A little elaboration: That language rule allows the compiler to use read-only memory (if it is available on the target architecture) when something is declared const. Without this rule const-ness could always be casted away without fearing any consequences and using it would only be a matter of developer discipline. The way it is you can at least tell people that they are invoking UB, which usually is a good deterrent. The const_cast itself is of minor relevance as it does not matter how you trick the compiler in letting you manipulate a const object.
5.2.11.7:
Depending on the type of the object, a write operation through the
pointer, lvalue or pointer to data member resulting from a const_cast
that casts away a const-qualifier) may produce undefined behavior
(7.1.5.1)
In your case, you are trying to modify data that is in read-only segment.
Because you're not allowed to modify variables declared as const.
Just because you've cast away const, doesn't mean that you will succeed in writing to that memory.
All that const_cast<T> does is remove the const-ness of the variable from the compiler's perspective. That lets the compiler go ahead and emit code to write to the variable. But at runtime, if the compiler/linker happened to put the variable in read-only memory, then the hardware will stop you writing there no matter how you cast it.
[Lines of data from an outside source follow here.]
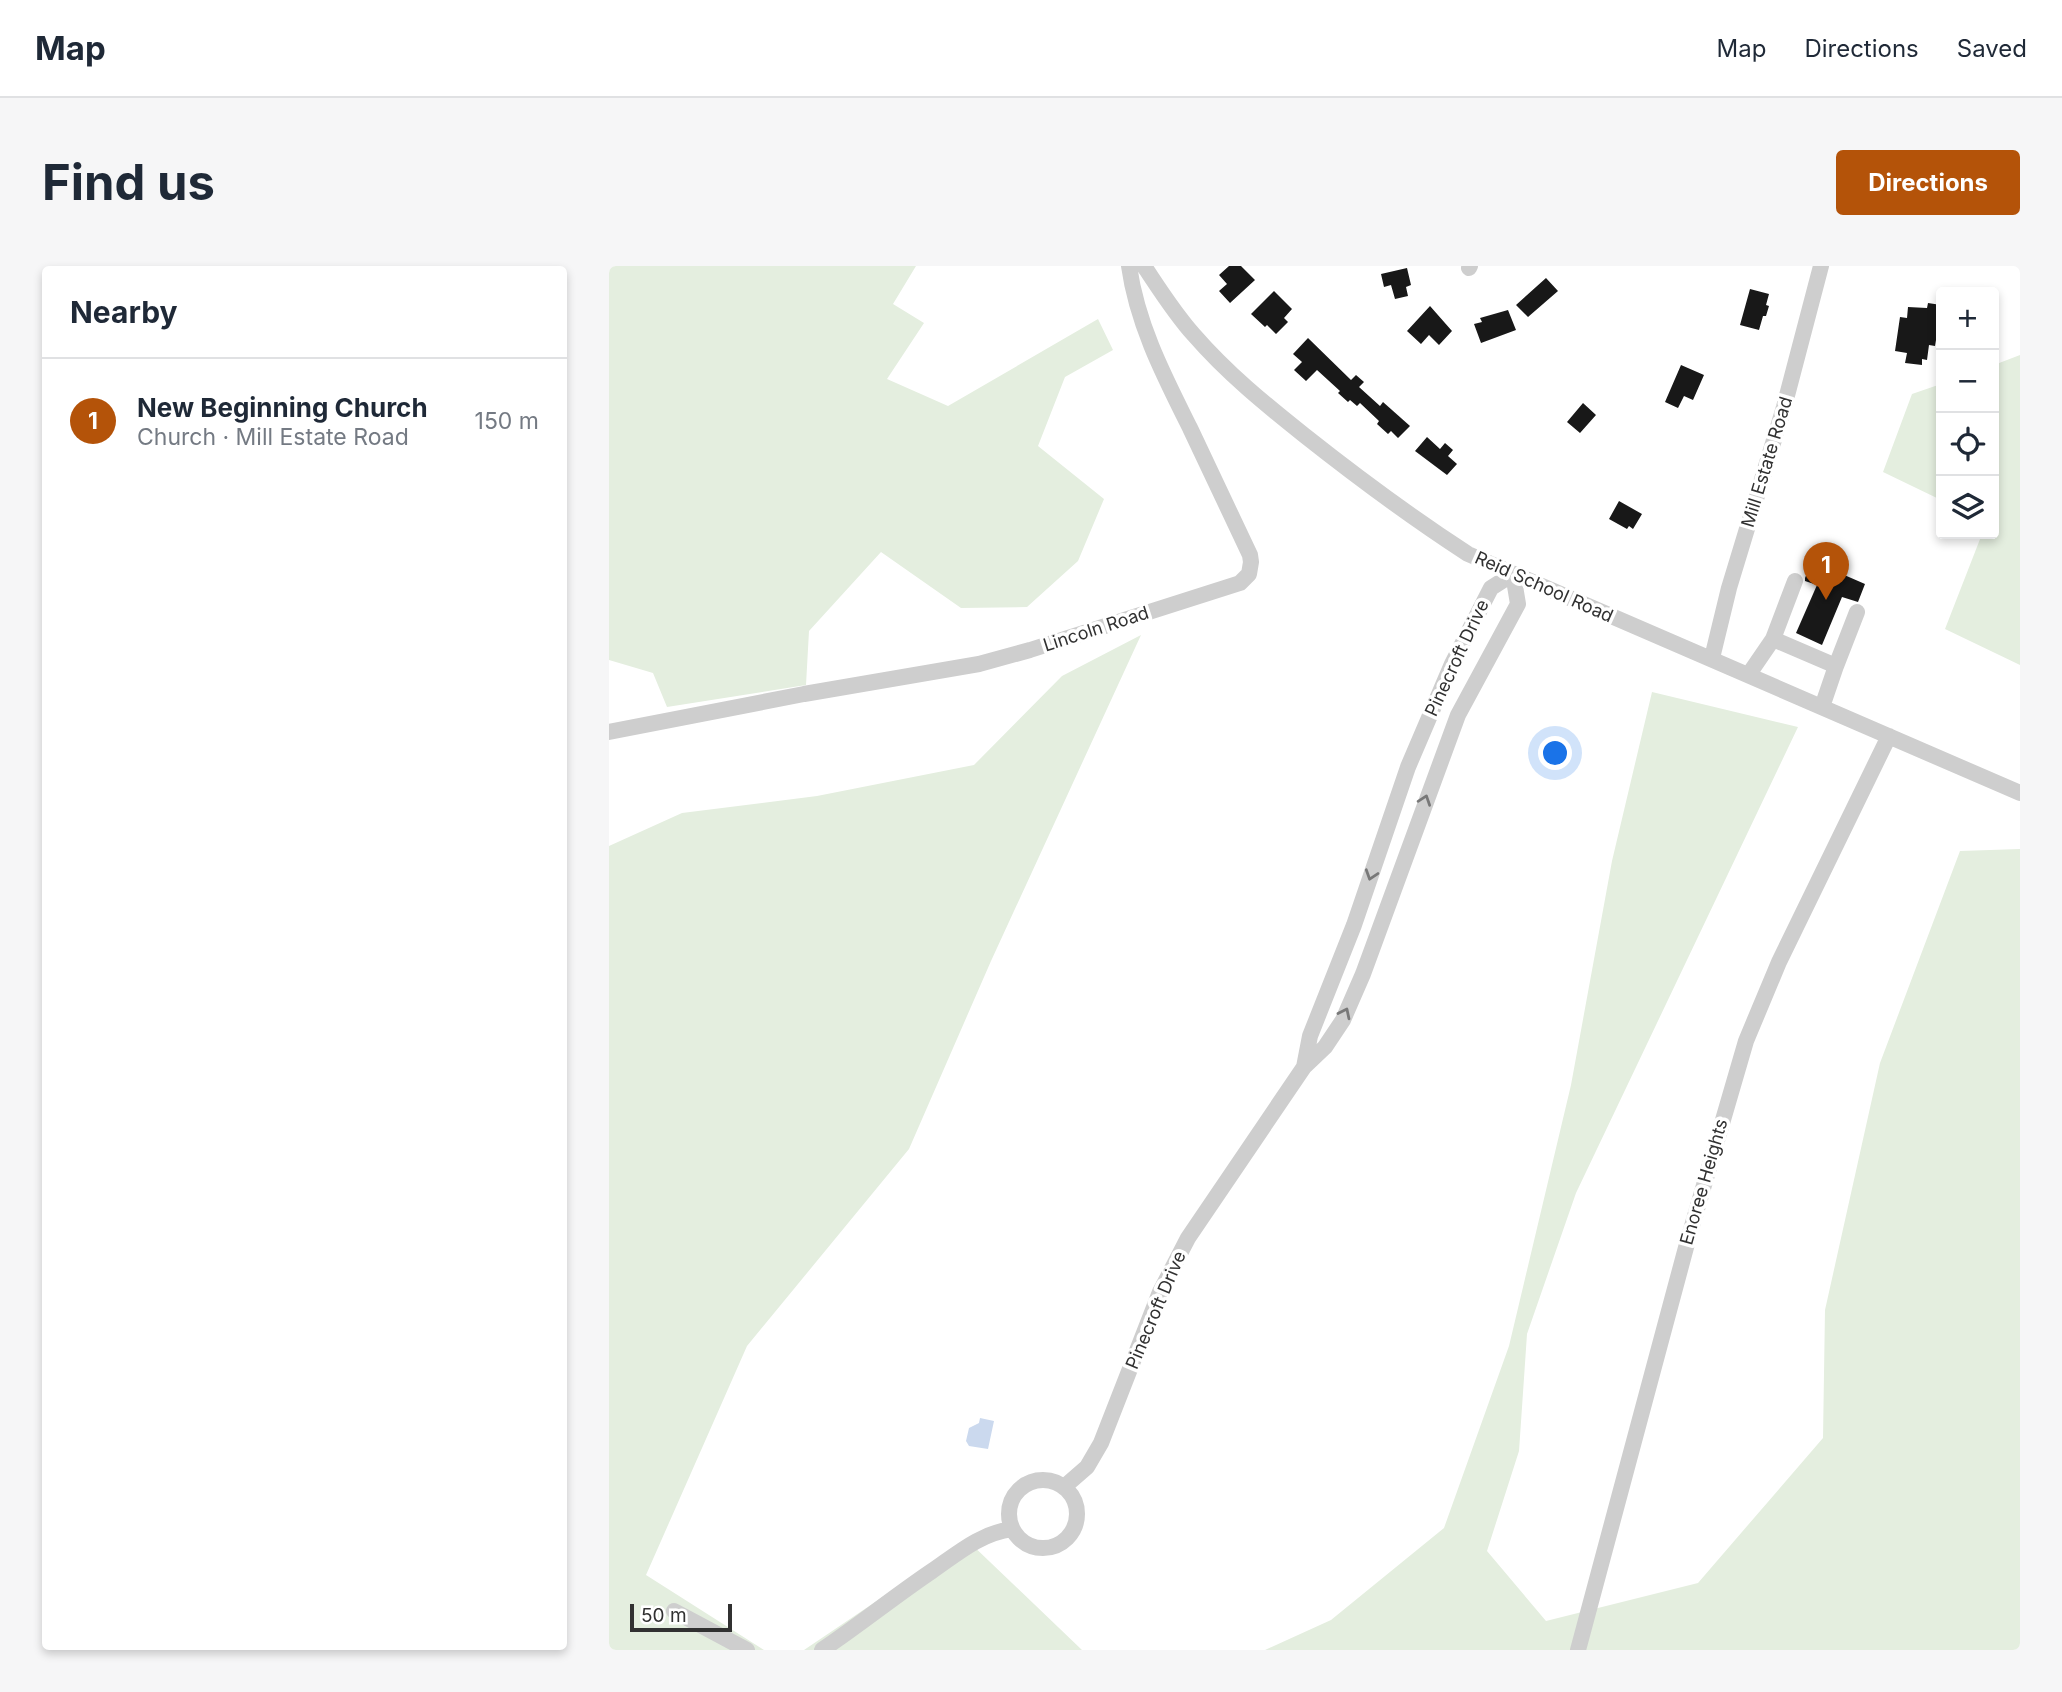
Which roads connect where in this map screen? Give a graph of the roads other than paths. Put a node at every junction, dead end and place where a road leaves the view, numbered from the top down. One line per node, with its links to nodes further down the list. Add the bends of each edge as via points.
1 (1129, 266): 12 (street, Lincoln Road, via 1141,318 1165,378 1250,555 1251,568 1245,579 979,664)
2 (1144, 266): 4 (street, Reid School Road, via 1193,335 1261,401 1418,522 1468,554)
3 (1821, 266): 8 (street, Mill Estate Road)
4 (1513, 574): 8 (street, Reid School Road); 15 (street, Pinecroft Drive, one-way to 15, via 1491,588 1408,767 1310,1036); 15 (street, Pinecroft Drive, one-way to 4, via 1343,1020 1363,974 1458,715 1518,604)
5 (1795, 582): 7 (street)
6 (1857, 612): 9 (street)
7 (1773, 639): 9 (street); 10 (street)
8 (1712, 658): 10 (street, Reid School Road)
9 (1836, 666): 11 (street)
10 (1749, 674): 11 (street, Reid School Road)
11 (1822, 707): 13 (street, Reid School Road)
12 (609, 732)
13 (1889, 736): 14 (street, Reid School Road); 21 (street, Enoree Heights, via 1779,962 1746,1041)
14 (2020, 793)
15 (1304, 1067): 16 (street, Pinecroft Drive, via 1178,1256 1101,1443 1087,1467)
16 (1064, 1487): 17 (street, via 1043,1480 1021,1487 1010,1507); 17 (street, via 1074,1499 1077,1514 1065,1540 1051,1547 1036,1547 1022,1541)
17 (1012, 1529): 20 (street, via 994,1532 967,1546)
18 (674, 1611): 19 (street)
19 (747, 1650)
20 (822, 1650)
21 (1578, 1650)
I don't have a solution for the actual problem. I just can say, don't use const_cast unless the intention is to call a const member function from a non-const member function and "const_cast" the const result (to make it a mutable result for the non-const member function).
But I have a proposal for improving your design:
class A
{
private:
static int v;
public:
A() { ++v; }
static int get_v() { return v; }
};
int A::v = 0;
int main(int argc, char * argv[])
{
A a, b, c;
std::cout << a.get_v() << std::endl;
return 0;
}
Basically, if a variable is declared const, the compiler is allowed to emit the results to read only memory. Taking a pointer/reference to a const object and then using const_cast to remove the const can result in undefined behavior.
In general, it is only safe to use const_cast if the object being refered to is non-const (even if the pointer/reference you have is const).
The problem is this line :
static int const v;
Because you declared it const, the const_cast is causing an undefined behaviour - in your case you are lucky with getting bus error (it is a segmentation fault on my system).
Declare it non-const, and you can call const_cast on it without problems.